Special Parameters Used by AWS Glue - AWS Glue

Special Parameters Used by AWS Glue

AWS Glue recognizes several argument names that you can use to set up the script environment for your jobs and job runs:

  • --job-language  —  The script programming language. This value must be either scala or python. If this parameter is not present, the default is python.

  • --class  —  The Scala class that serves as the entry point for your Scala script. This applies only if your --job-language is set to scala.

  • --scriptLocation  —  The Amazon Simple Storage Service (Amazon S3) location where your ETL script is located (in the form s3://path/to/my/script.py). This parameter overrides a script location set in the JobCommand object.

  • --extra-py-files  —  The Amazon S3 paths to additional Python modules that AWS Glue adds to the Python path before executing your script. Multiple values must be complete paths separated by a comma (,). Only individual files are supported, not a directory path. Currently, only pure Python modules work. Extension modules written in C or other languages are not supported.

  • --extra-jars  —  The Amazon S3 paths to additional Java .jar files that AWS Glue adds to the Java classpath before executing your script. Multiple values must be complete paths separated by a comma (,).

  • --extra-files  —  The Amazon S3 paths to additional files, such as configuration files that AWS Glue copies to the working directory of your script before executing it. Multiple values must be complete paths separated by a comma (,). Only individual files are supported, not a directory path.

  • --job-bookmark-option  —  Controls the behavior of a job bookmark. The following option values can be set.

    ‑‑job‑bookmark‑option Value Description
    job-bookmark-enable Keep track of previously processed data. When a job runs, process new data since the last checkpoint.
    job-bookmark-disable Always process the entire dataset. You are responsible for managing the output from previous job runs.
    job-bookmark-pause Process incremental data since the last successful run or the data in the range identified by the following suboptions, without updating the state of the last bookmark. You are responsible for managing the output from previous job runs. The two suboptions are as follows:
    • job-bookmark-from <from-value> is the run ID that represents all the input that was processed until the last successful run before and including the specified run ID. The corresponding input is ignored.

    • job-bookmark-to <to-value> is the run ID that represents all the input that was processed until the last successful run before and including the specified run ID. The corresponding input excluding the input identified by the <from-value> is processed by the job. Any input later than this input is also excluded for processing.

    The job bookmark state is not updated when this option set is specified.

    The suboptions are optional. However, when used, both suboptions must be provided.

    For example, to enable a job bookmark, pass the following argument.

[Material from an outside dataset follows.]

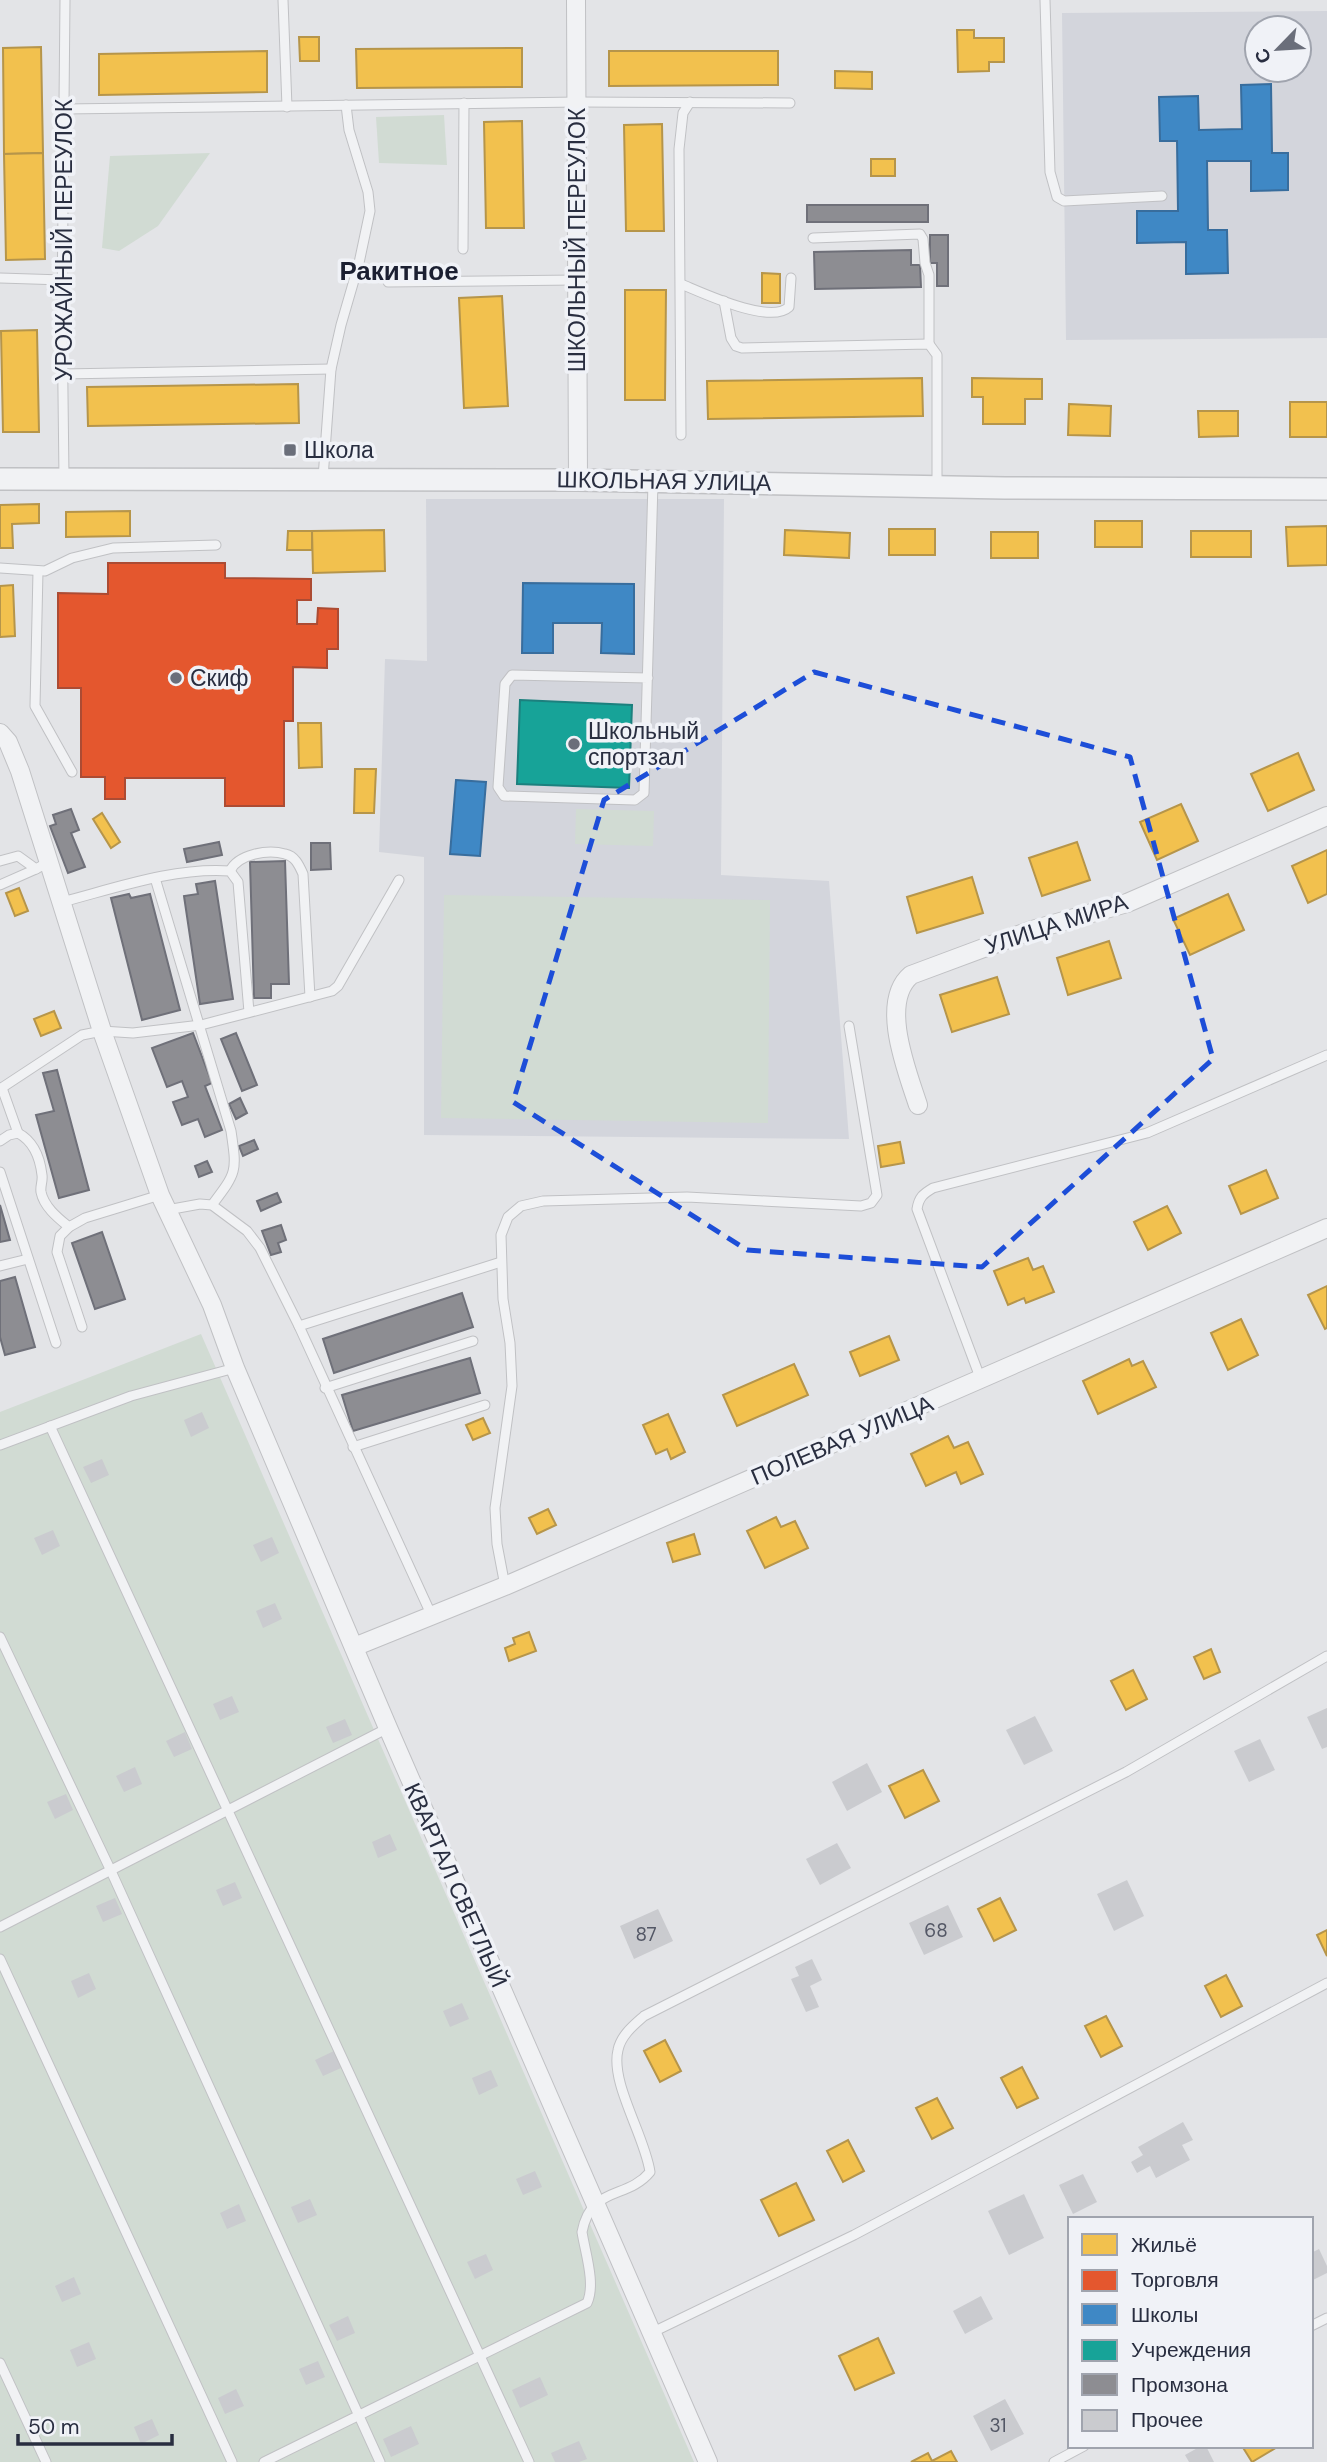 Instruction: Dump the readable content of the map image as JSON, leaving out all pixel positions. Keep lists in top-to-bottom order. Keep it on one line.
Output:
{"streets":{"street":["ШКОЛЬНЫЙ ПЕРЕУЛОК","ШКОЛЬНАЯ УЛИЦА","УЛИЦА МИРА","ПОЛЕВАЯ УЛИЦА","КВАРТАЛ СВЕТЛЫЙ"],"lane":["УРОЖАЙНЫЙ ПЕРЕУЛОК"]},"crossings":[["УРОЖАЙНЫЙ ПЕРЕУЛОК","ШКОЛЬНАЯ УЛИЦА"],["ШКОЛЬНЫЙ ПЕРЕУЛОК","ШКОЛЬНАЯ УЛИЦА"],["ПОЛЕВАЯ УЛИЦА","КВАРТАЛ СВЕТЛЫЙ"]],"districts":["Ракитное"],"places":{"transit":["Школа"],"other":["Скиф","Школьный спортзал"]},"house_numbers":["68","87","31"],"legend":["Жильё","Торговля","Школы","Учреждения","Промзона","Прочее"],"scale_bar":"50 m","north":"bottom left"}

    '--job-bookmark-option': 'job-bookmark-enable'
  • --TempDir  —  Specifies an Amazon S3 path to a bucket that can be used as a temporary directory for the job.

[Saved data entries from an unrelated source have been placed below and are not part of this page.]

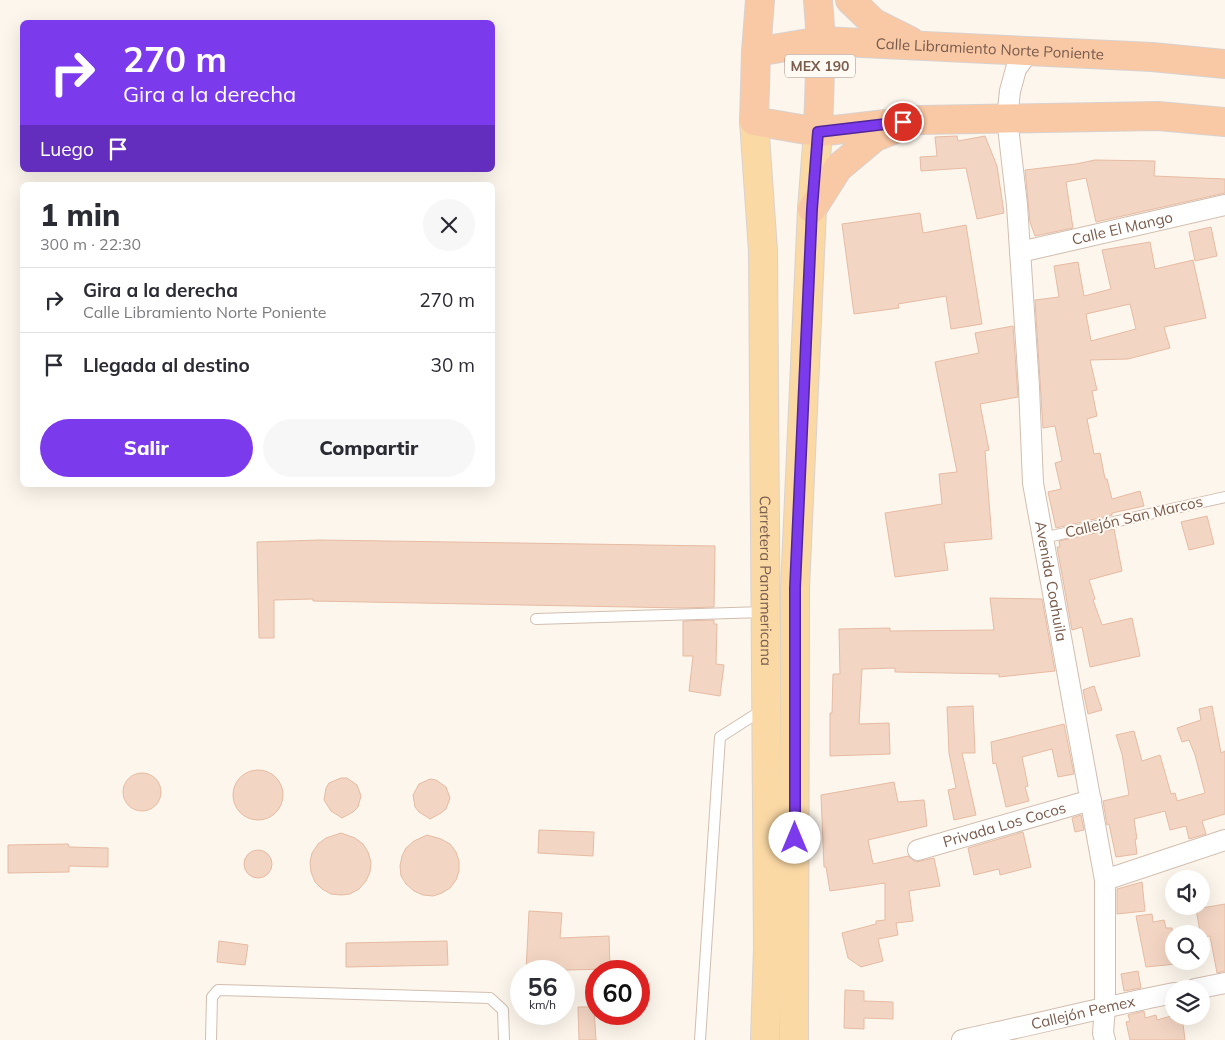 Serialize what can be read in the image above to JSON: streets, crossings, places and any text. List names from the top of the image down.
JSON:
{
  "streets": {
    "highway": ["Calle Libramiento Norte Poniente", "MEX 190"],
    "main road": ["Carretera Panamericana"],
    "street": [
      "Calle El Mango",
      "Avenida Coahuila",
      "Privada Los Cocos",
      "Callejón Pemex"
    ],
    "lane": ["Callejón San Marcos"]
  },
  "crossings": [
    ["Calle Libramiento Norte Poniente", "MEX 190"],
    ["Calle Libramiento Norte Poniente", "Avenida Coahuila"],
    ["MEX 190", "Carretera Panamericana"],
    ["Calle El Mango", "Avenida Coahuila"],
    ["Callejón San Marcos", "Avenida Coahuila"],
    ["Avenida Coahuila", "Privada Los Cocos"],
    ["Avenida Coahuila", "Callejón Pemex"]
  ],
  "page": {
    "turn": ["270 m", "Gira a la derecha"],
    "then": "Luego",
    "heading": ["1 min", "300 m · 22:30"],
    "list": [
      {
        "name": "Gira a la derecha",
        "note": "Calle Libramiento Norte Poniente",
        "value": "270 m"
      },
      {
        "name": "Llegada al destino",
        "value": "30 m"
      }
    ],
    "buttons": ["Salir", "Compartir"],
    "speed": "56 km/h",
    "limit": "60"
  }
}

    For example, to set a temporary directory, pass the following argument.

    '--TempDir': 's3-path-to-directory'
  • --enable-s3-parquet-optimized-committer  —  Enables the EMRFS S3-optimized committer for writing Parquet data into Amazon S3. You can supply the parameter/value pair via the AWS Glue console when creating or updating an AWS Glue job. Setting the value to true enables the committer. By default the flag is turned off.

    For more information, see Using the EMRFS S3-optimized Committer.

  • --enable-glue-datacatalog  —  Enables you to use the AWS Glue Data Catalog as an Apache Spark Hive metastore.

  • --enable-metrics  —  Enables the collection of metrics for job profiling for this job run. These metrics are available on the AWS Glue console and the Amazon CloudWatch console. To enable metrics, only specify the key; no value is needed.

  • --enable-continuous-cloudwatch-log  —  Enables real-time continuous logging for AWS Glue jobs. You can view real-time Apache Spark job logs in CloudWatch.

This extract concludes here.